Exercise requirements - What is the number of lines below that contain the string "image"? Give it and nothing else.

Provided material -
---*---
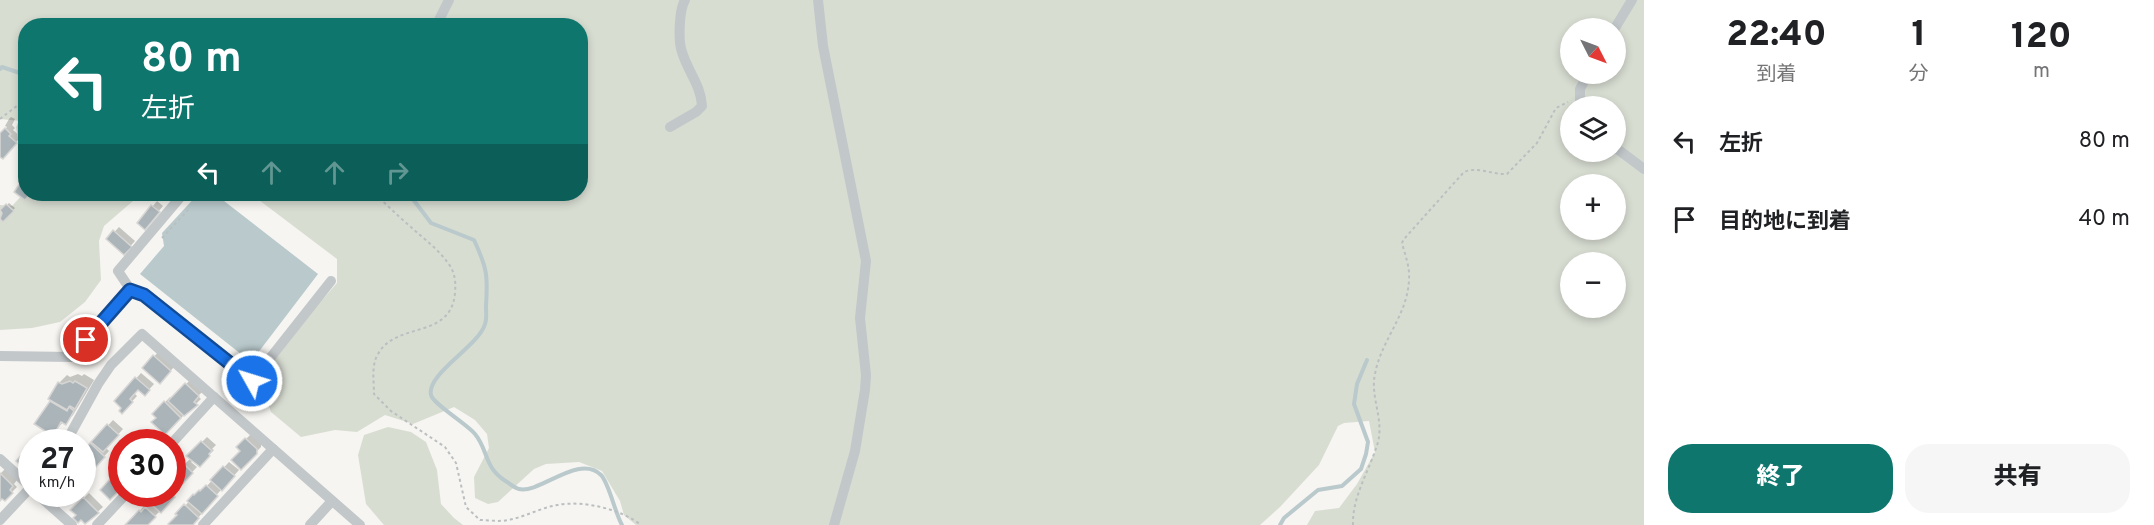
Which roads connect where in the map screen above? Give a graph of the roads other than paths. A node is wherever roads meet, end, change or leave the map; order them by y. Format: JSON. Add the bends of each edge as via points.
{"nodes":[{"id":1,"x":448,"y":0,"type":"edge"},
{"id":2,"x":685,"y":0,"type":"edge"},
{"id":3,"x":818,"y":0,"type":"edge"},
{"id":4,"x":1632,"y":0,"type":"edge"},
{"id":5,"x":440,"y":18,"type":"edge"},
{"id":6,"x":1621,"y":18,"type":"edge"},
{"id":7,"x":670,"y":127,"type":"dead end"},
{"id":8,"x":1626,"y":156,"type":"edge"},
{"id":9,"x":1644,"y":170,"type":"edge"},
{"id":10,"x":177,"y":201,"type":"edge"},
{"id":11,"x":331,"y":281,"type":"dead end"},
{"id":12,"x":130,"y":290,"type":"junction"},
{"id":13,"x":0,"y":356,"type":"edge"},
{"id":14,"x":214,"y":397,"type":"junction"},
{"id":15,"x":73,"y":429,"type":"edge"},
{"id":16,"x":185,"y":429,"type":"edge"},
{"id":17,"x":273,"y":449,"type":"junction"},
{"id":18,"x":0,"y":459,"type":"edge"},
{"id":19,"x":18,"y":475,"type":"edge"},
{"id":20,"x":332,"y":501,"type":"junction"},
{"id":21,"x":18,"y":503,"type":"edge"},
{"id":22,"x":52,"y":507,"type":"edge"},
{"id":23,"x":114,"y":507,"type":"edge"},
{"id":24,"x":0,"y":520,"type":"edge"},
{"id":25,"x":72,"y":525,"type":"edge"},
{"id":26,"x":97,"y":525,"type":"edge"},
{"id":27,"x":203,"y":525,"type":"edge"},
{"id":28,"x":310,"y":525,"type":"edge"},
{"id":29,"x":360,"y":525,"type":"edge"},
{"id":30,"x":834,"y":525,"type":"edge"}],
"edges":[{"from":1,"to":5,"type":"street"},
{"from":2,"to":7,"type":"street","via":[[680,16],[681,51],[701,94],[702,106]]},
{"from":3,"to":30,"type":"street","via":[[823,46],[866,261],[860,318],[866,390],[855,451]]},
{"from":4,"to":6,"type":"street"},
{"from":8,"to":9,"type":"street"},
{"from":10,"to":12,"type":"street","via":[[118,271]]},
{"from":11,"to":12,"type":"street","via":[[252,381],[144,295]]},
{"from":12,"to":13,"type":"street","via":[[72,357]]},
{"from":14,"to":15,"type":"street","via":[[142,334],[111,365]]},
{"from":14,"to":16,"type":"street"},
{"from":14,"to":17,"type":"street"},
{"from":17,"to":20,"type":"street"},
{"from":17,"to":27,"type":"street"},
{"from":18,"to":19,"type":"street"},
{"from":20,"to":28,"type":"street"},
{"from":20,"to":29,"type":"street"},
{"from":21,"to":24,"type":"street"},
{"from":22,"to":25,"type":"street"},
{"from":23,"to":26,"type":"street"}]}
---*---
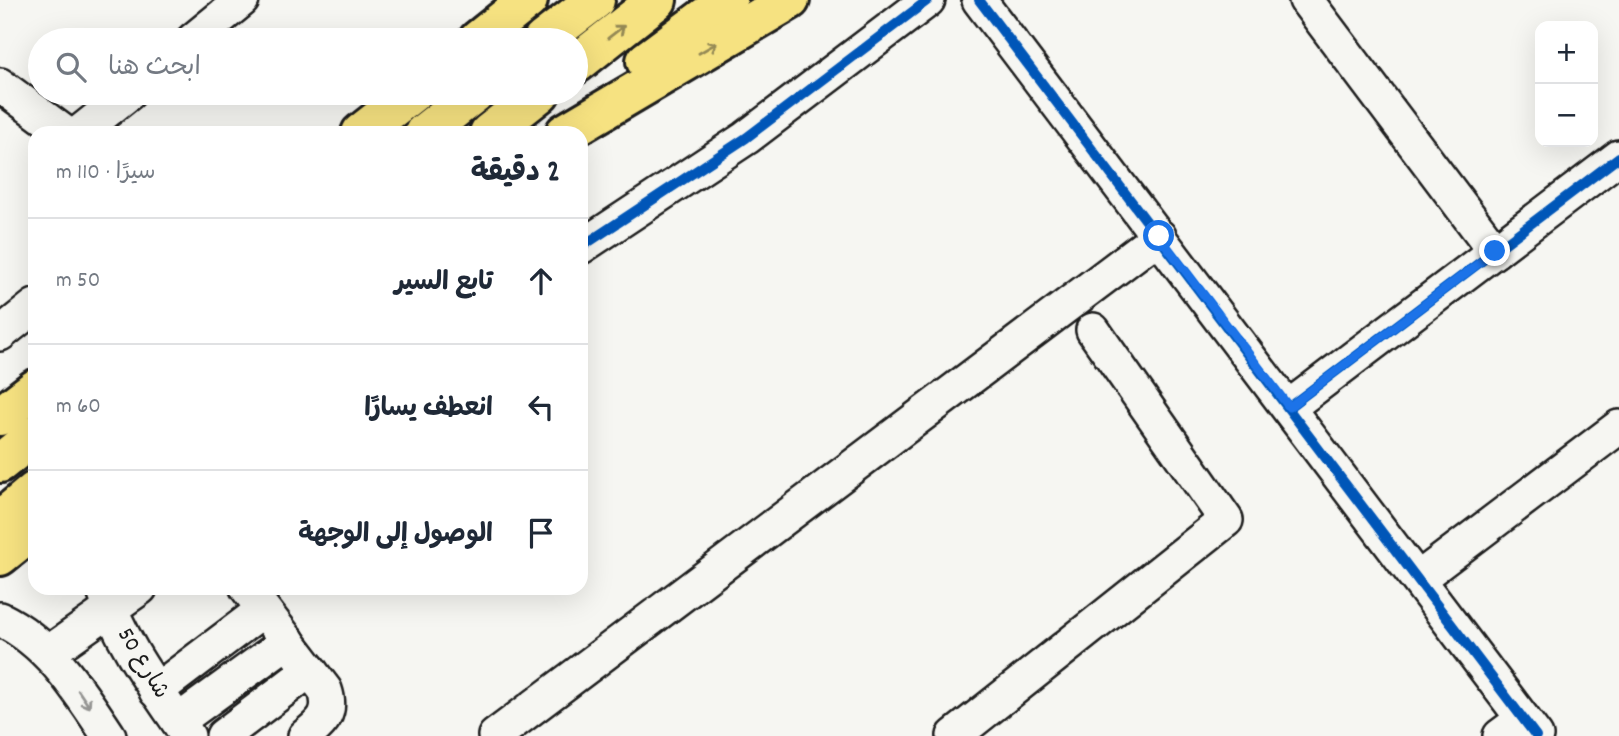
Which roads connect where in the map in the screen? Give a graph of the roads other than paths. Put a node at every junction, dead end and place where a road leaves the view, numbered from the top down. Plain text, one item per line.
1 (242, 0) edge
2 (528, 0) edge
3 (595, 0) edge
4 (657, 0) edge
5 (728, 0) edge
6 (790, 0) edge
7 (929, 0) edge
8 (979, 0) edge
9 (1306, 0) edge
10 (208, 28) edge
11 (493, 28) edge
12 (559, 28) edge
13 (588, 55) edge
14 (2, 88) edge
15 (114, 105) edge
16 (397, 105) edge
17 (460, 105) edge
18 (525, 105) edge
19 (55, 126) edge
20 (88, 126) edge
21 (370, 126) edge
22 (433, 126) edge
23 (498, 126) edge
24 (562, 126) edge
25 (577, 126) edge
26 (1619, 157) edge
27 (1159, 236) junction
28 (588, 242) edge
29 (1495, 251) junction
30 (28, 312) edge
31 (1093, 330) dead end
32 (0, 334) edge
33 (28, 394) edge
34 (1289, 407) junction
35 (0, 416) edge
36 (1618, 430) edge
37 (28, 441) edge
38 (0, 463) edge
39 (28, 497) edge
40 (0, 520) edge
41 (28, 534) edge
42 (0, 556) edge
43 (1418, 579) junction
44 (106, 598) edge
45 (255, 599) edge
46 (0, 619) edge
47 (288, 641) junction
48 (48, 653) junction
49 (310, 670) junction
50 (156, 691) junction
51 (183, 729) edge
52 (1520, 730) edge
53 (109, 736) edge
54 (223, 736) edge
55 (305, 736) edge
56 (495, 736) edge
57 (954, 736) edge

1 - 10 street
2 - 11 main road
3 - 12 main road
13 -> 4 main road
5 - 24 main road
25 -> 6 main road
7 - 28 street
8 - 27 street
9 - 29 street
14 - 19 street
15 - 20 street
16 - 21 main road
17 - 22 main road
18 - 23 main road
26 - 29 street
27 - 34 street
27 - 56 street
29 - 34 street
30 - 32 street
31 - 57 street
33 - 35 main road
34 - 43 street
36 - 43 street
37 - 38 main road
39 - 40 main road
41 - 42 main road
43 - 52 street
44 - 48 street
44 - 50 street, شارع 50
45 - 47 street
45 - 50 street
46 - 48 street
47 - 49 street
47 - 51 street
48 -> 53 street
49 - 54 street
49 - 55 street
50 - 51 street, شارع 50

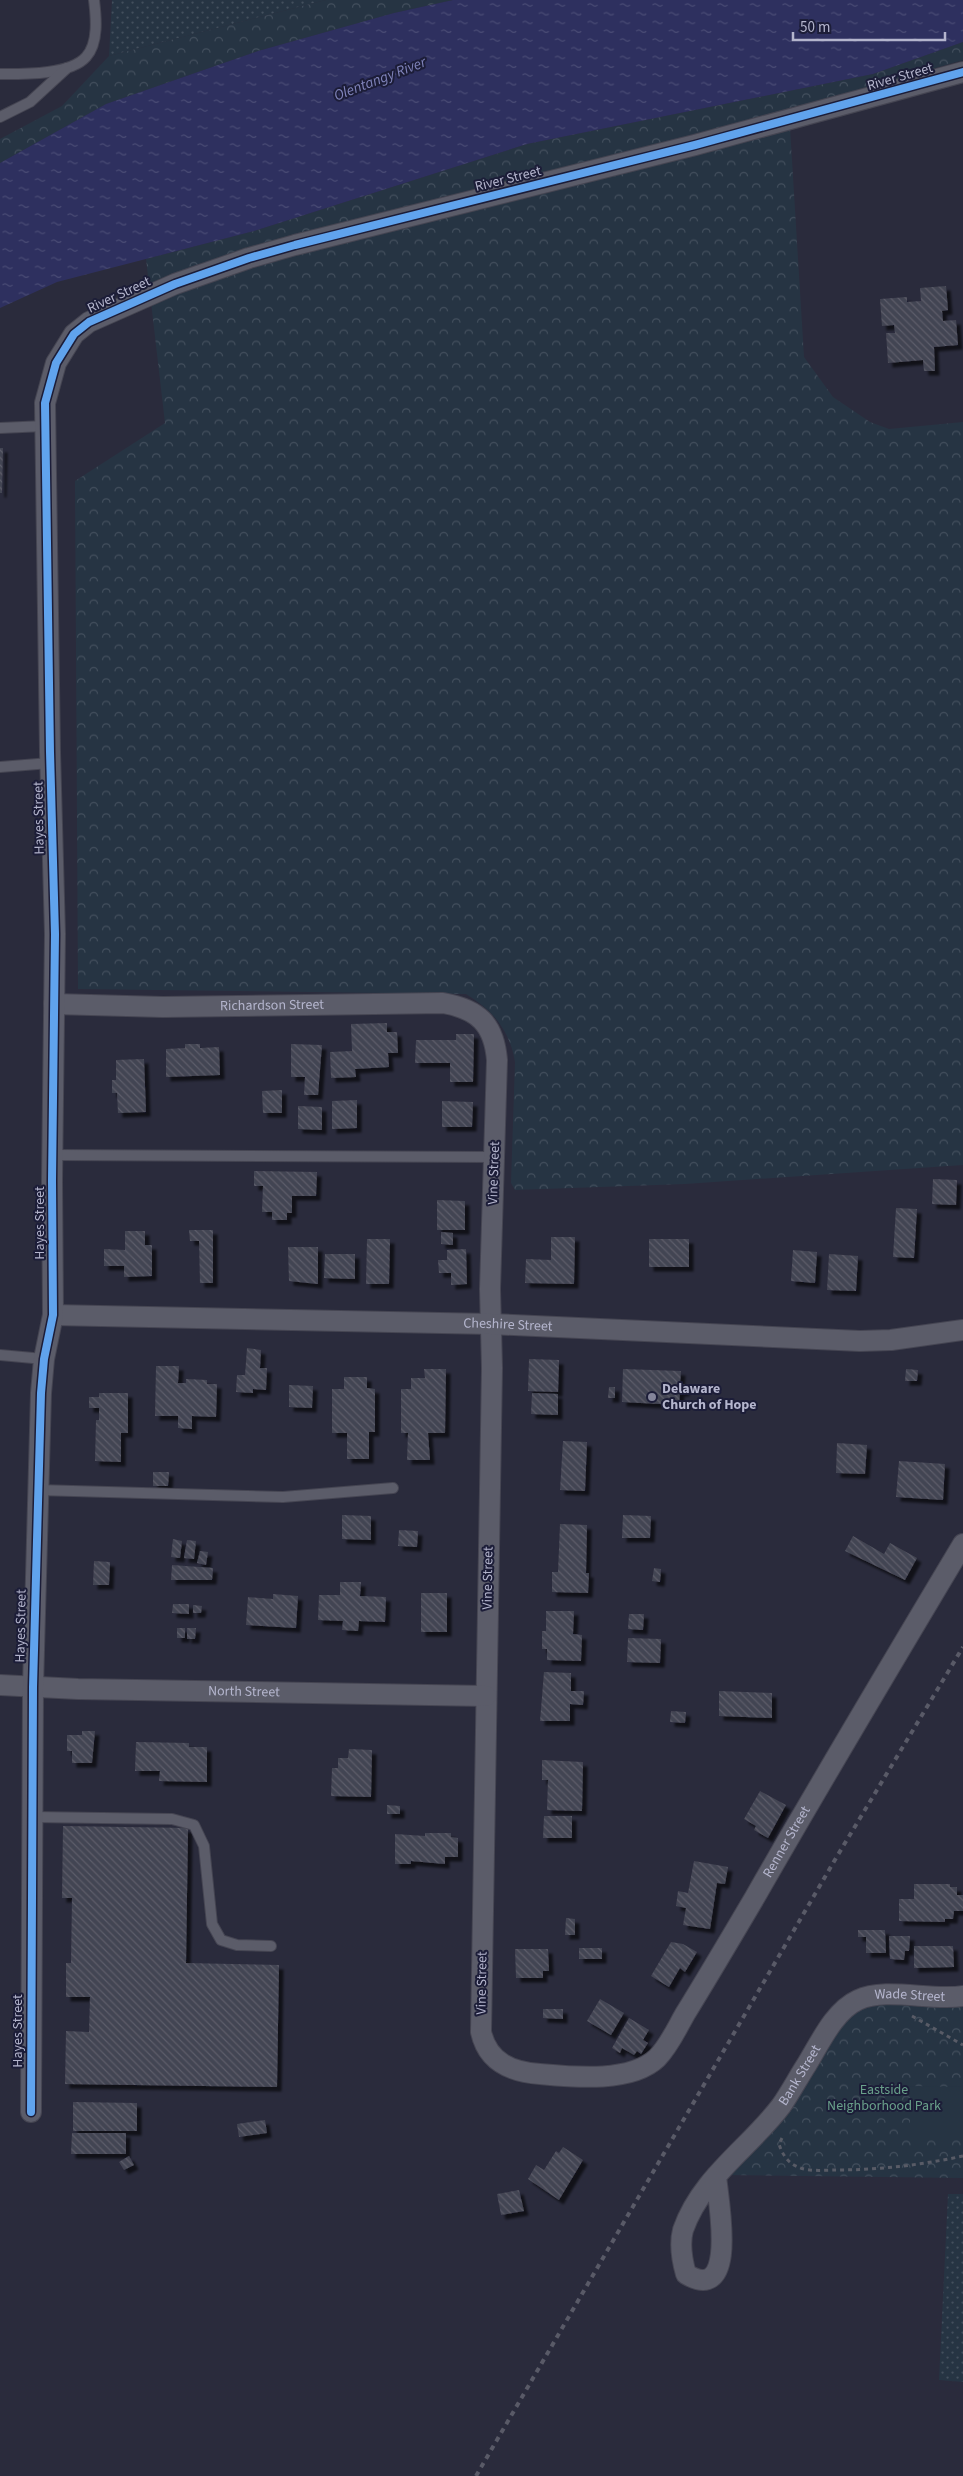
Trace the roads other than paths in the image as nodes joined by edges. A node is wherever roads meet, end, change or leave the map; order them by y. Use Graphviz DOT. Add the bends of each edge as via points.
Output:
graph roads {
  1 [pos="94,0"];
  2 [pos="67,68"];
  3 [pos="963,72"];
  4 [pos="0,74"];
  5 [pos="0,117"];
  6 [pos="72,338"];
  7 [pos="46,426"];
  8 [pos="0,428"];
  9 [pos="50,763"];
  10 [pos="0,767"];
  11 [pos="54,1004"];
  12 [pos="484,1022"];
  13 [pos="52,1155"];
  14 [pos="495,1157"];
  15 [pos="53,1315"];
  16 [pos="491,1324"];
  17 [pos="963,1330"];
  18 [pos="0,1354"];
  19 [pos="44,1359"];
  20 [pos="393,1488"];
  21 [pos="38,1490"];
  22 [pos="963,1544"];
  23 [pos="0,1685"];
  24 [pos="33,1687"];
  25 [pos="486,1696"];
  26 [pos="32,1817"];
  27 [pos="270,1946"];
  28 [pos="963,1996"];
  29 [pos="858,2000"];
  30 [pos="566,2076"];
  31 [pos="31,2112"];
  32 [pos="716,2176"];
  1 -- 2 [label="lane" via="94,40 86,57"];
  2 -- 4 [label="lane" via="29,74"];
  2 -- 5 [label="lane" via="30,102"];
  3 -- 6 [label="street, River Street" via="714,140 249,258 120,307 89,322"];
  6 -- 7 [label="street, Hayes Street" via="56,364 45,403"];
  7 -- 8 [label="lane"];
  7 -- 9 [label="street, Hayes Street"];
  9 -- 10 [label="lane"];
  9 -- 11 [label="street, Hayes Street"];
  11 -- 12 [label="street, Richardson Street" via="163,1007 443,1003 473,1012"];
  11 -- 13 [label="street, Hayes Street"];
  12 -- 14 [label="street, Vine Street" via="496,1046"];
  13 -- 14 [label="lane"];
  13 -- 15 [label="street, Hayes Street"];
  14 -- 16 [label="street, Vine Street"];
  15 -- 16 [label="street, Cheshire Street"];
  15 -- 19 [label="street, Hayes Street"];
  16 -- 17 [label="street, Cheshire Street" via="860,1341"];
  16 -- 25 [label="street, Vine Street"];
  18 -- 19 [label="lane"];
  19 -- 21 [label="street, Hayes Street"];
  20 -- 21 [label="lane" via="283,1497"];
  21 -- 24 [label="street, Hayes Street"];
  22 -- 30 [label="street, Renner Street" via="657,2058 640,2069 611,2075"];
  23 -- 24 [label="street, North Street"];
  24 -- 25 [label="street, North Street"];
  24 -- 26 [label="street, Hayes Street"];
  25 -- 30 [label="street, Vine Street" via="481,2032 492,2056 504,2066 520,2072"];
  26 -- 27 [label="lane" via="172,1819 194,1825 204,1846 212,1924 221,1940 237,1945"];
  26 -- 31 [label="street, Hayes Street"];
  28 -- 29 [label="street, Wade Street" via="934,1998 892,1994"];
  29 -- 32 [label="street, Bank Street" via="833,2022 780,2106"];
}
---*---
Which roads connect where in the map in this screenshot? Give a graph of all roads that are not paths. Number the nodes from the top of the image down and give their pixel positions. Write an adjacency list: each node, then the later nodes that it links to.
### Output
---*---
Response to the exercise - 2